Run through the data and copy out every line that mentions the word "LACORDAIRE".
** DATA follows **
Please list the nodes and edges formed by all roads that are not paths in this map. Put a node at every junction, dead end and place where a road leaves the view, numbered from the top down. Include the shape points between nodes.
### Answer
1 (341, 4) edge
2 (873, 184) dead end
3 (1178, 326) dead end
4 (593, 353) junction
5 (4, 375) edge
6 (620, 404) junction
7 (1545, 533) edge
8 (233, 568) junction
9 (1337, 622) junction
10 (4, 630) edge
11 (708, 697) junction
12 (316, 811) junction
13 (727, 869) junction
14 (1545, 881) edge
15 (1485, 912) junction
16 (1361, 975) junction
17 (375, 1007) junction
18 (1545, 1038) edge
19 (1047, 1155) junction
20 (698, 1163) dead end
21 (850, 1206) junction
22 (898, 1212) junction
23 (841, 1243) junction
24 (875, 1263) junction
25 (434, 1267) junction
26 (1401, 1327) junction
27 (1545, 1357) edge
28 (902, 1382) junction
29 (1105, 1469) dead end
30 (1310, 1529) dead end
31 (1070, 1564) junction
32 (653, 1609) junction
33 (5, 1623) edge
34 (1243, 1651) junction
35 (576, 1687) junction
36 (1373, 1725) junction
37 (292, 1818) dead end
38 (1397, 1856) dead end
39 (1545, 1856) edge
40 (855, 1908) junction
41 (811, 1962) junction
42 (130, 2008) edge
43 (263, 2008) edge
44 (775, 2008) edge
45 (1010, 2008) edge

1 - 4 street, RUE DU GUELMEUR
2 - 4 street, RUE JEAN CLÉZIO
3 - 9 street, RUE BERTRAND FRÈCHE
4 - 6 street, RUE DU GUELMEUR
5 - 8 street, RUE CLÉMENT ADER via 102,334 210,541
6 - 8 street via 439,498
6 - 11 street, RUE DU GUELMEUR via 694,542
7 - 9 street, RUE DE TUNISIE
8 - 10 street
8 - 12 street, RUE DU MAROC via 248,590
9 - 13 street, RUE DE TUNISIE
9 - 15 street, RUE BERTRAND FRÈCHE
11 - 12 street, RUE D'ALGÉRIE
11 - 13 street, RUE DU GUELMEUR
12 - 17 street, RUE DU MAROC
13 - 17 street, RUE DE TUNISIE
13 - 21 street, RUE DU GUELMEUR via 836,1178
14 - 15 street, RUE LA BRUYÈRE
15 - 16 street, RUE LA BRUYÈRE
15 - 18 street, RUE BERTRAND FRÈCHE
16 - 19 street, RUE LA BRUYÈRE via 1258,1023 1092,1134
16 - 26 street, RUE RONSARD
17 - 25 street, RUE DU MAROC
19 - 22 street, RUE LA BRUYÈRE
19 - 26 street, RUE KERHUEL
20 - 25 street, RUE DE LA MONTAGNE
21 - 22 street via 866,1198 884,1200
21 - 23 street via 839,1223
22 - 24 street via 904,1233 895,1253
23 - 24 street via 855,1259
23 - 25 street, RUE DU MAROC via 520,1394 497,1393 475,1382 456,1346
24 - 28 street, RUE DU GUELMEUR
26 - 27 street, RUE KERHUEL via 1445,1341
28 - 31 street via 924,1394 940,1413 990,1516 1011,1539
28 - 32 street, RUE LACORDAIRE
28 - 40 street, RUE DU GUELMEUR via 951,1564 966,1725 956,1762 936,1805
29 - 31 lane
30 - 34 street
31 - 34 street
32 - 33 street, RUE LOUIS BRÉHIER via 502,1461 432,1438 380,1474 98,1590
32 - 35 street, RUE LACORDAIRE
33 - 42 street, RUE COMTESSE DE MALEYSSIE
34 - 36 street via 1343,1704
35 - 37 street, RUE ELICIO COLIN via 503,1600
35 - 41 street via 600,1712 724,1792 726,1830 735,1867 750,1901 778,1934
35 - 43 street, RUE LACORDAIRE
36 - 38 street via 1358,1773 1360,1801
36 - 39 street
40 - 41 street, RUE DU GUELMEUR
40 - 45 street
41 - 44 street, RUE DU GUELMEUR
** End of DATA **
**REPLY TO THE TASK:**
28 - 32 street, RUE LACORDAIRE
32 - 35 street, RUE LACORDAIRE
35 - 43 street, RUE LACORDAIRE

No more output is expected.